[Stored data]
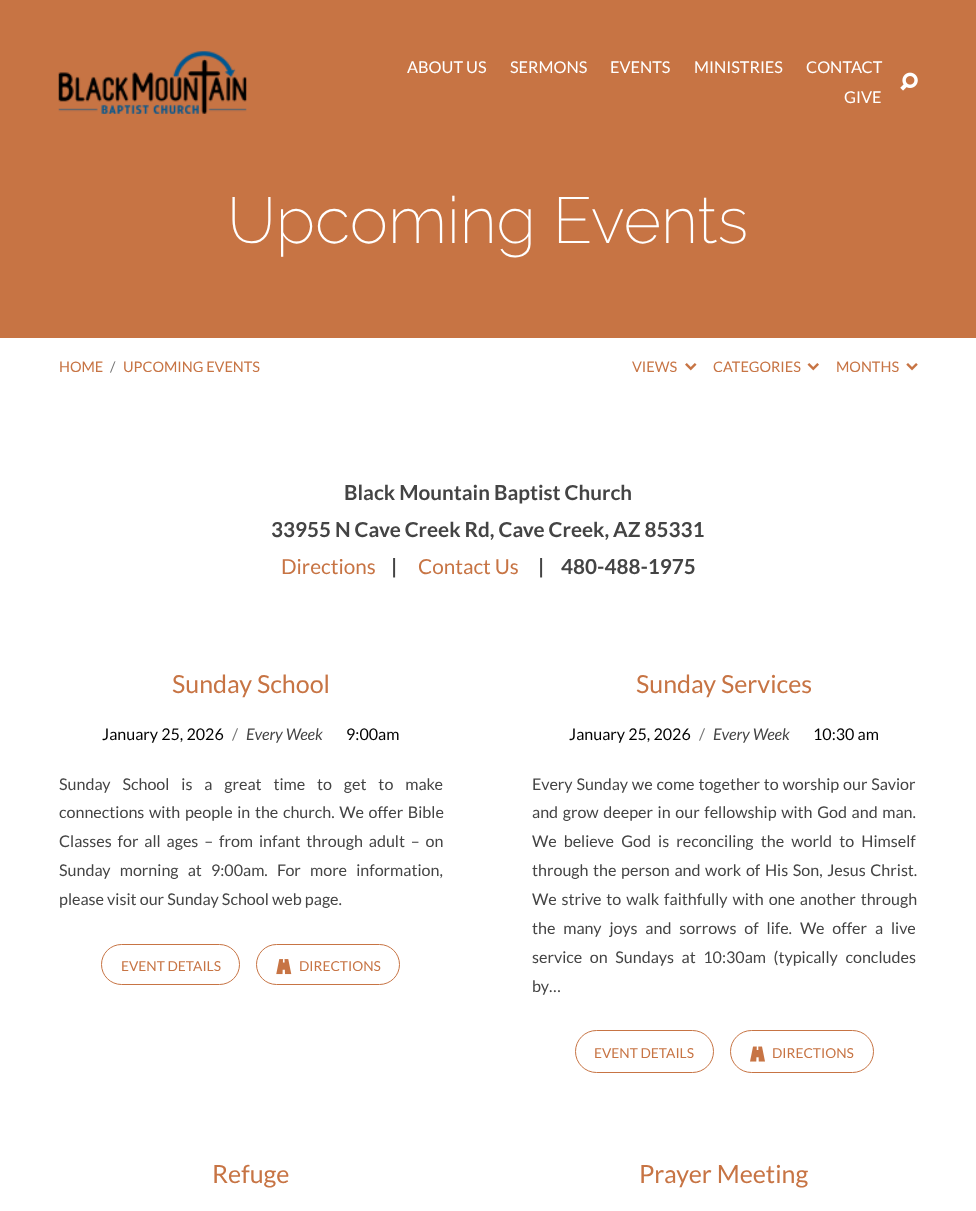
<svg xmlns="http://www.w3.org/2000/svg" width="976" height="1211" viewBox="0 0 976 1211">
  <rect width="100%" height="100%" fill="#ffffff"/>
  <rect x="0" y="0" width="976" height="338" fill="#c77444"/>
  <image x="58" y="51" width="189" height="63" href="img1.png"/>
  <text x="407" y="73" font-family="Lato" font-size="16.25" fill="#ffffff">ABOUT US</text>
  <text x="510" y="73" font-family="Lato" font-size="16.25" fill="#ffffff">SERMONS</text>
  <text x="610" y="73" font-family="Lato" font-size="16.25" fill="#ffffff">EVENTS</text>
  <text x="694" y="73" font-family="Lato" font-size="16.25" fill="#ffffff">MINISTRIES</text>
  <text x="806" y="73" font-family="Lato" font-size="16.25" fill="#ffffff">CONTACT</text>
  <text x="844" y="103" font-family="Lato" font-size="16.25" fill="#ffffff">GIVE</text>
  <image x="900" y="72" width="18" height="19" href="img2.png"/>
  <text x="227" y="243" font-family="Raleway" font-size="64.75" font-weight="200" fill="#ffffff">Upcoming Events</text>
  <text x="59" y="372" font-family="Lato" font-size="14.5" fill="#c77444">HOME</text>
  <text x="110" y="372" font-family="Lato" font-size="14.5" fill="#777777">/</text>
  <text x="123" y="372" font-family="Lato" font-size="14.5" fill="#c77444">UPCOMING EVENTS</text>
  <text x="632" y="372" font-family="Lato" font-size="14.5" fill="#c77444">VIEWS</text>
  <image x="685" y="363" width="12" height="8" href="img3.png"/>
  <text x="713" y="372" font-family="Lato" font-size="14.5" fill="#c77444">CATEGORIES</text>
  <image x="807" y="363" width="12" height="8" href="img4.png"/>
  <text x="836" y="372" font-family="Lato" font-size="14.5" fill="#c77444">MONTHS</text>
  <image x="906" y="363" width="12" height="8" href="img5.png"/>
  <text x="344" y="500" font-family="Lato" font-size="20.7" font-weight="bold" fill="#444444">Black Mountain Baptist Church</text>
  <text x="271" y="537" font-family="Lato" font-size="20.7" font-weight="bold" fill="#444444">33955 N Cave Creek Rd, Cave Creek, AZ 85331</text>
  <text x="281" y="574" font-family="Lato" font-size="20.7" fill="#c77444">Directions</text>
  <text x="391" y="574" font-family="Lato" font-size="20.7" font-weight="bold" fill="#444444">|</text>
  <text x="418" y="574" font-family="Lato" font-size="20.7" fill="#c77444">Contact Us</text>
  <text x="538" y="574" font-family="Lato" font-size="20.7" font-weight="bold" fill="#444444">|</text>
  <text x="561" y="574" font-family="Lato" font-size="20.7" font-weight="bold" fill="#444444">480-488-1975</text>
  <text x="172" y="693" font-family="Lato" font-size="25" fill="#c77444">Sunday School</text>
  <text x="102" y="740" font-family="Lato" font-size="16.1" fill="#000000">January 25, 2026</text>
  <text x="232" y="740" font-family="Lato" font-size="16.1" fill="#777777">/</text>
  <text x="246" y="740" font-family="Lato" font-size="16.1" font-style="italic" fill="#444444">Every Week</text>
  <text x="346" y="740" font-family="Lato" font-size="16.1" fill="#000000">9:00am</text>
  <text x="59" y="790" word-spacing="8.75" font-family="Lato" font-size="16.1" fill="#444444">Sunday School is a great time to get to make</text>
  <text x="59" y="818" word-spacing="1.5" font-family="Lato" font-size="16.1" fill="#444444">connections with people in the church. We offer Bible</text>
  <text x="59" y="847" word-spacing="2.75" font-family="Lato" font-size="16.1" fill="#444444">Classes for all ages – from infant through adult – on</text>
  <text x="59" y="876" word-spacing="6" font-family="Lato" font-size="16.1" fill="#444444">Sunday morning at 9:00am. For more information,</text>
  <text x="59" y="905" font-family="Lato" font-size="16.1" fill="#444444">please visit our Sunday School web page.</text>
  <rect x="101.5" y="944.5" width="138" height="40" rx="20" fill="none" stroke="#c77444"/>
  <text x="121" y="971" font-family="Lato" font-size="13.75" fill="#c77444">EVENT DETAILS</text>
  <rect x="256.5" y="944.5" width="143" height="40" rx="20" fill="none" stroke="#c77444"/>
  <image x="276" y="959" width="16" height="16" href="img6.png"/>
  <text x="299" y="971" font-family="Lato" font-size="13.75" fill="#c77444">DIRECTIONS</text>
  <text x="636" y="693" font-family="Lato" font-size="25" fill="#c77444">Sunday Services</text>
  <text x="569" y="740" font-family="Lato" font-size="16.1" fill="#000000">January 25, 2026</text>
  <text x="699" y="740" font-family="Lato" font-size="16.1" fill="#777777">/</text>
  <text x="713" y="740" font-family="Lato" font-size="16.1" font-style="italic" fill="#444444">Every Week</text>
  <text x="813" y="740" font-family="Lato" font-size="16.1" fill="#000000">10:30 am</text>
  <text x="532" y="790" word-spacing="0.75" font-family="Lato" font-size="16.1" fill="#444444">Every Sunday we come together to worship our Savior</text>
  <text x="532" y="818" word-spacing="1.5" font-family="Lato" font-size="16.1" fill="#444444">and grow deeper in our fellowship with God and man.</text>
  <text x="532" y="847" word-spacing="4" font-family="Lato" font-size="16.1" fill="#444444">We believe God is reconciling the world to Himself</text>
  <text x="532" y="876" word-spacing="1.5" font-family="Lato" font-size="16.1" fill="#444444">through the person and work of His Son, Jesus Christ.</text>
  <text x="532" y="905" word-spacing="1.75" font-family="Lato" font-size="16.1" fill="#444444">We strive to walk faithfully with one another through</text>
  <text x="532" y="934" word-spacing="4.75" font-family="Lato" font-size="16.1" fill="#444444">the many joys and sorrows of life. We offer a live</text>
  <text x="532" y="963" word-spacing="4.5" font-family="Lato" font-size="16.1" fill="#444444">service on Sundays at 10:30am (typically concludes</text>
  <text x="532" y="992" font-family="Lato" font-size="16.1" fill="#444444">by…</text>
  <rect x="575.5" y="1030.5" width="138" height="42" rx="21" fill="none" stroke="#c77444"/>
  <text x="594" y="1058" font-family="Lato" font-size="13.75" fill="#c77444">EVENT DETAILS</text>
  <rect x="730.5" y="1030.5" width="143" height="42" rx="21" fill="none" stroke="#c77444"/>
  <image x="750" y="1046" width="15" height="16" href="img7.png"/>
  <text x="772" y="1058" font-family="Lato" font-size="13.75" fill="#c77444">DIRECTIONS</text>
  <text x="212" y="1183" font-family="Lato" font-size="25" fill="#c77444">Refuge</text>
  <text x="639" y="1183" font-family="Lato" font-size="25" fill="#c77444">Prayer Meeting</text>
</svg>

● Exercise prompt
Note each line above that holds "January", then copy all of them.

● Answer for this exercise
  <text x="102" y="740" font-family="Lato" font-size="16.1" fill="#000000">January 25, 2026</text>
  <text x="569" y="740" font-family="Lato" font-size="16.1" fill="#000000">January 25, 2026</text>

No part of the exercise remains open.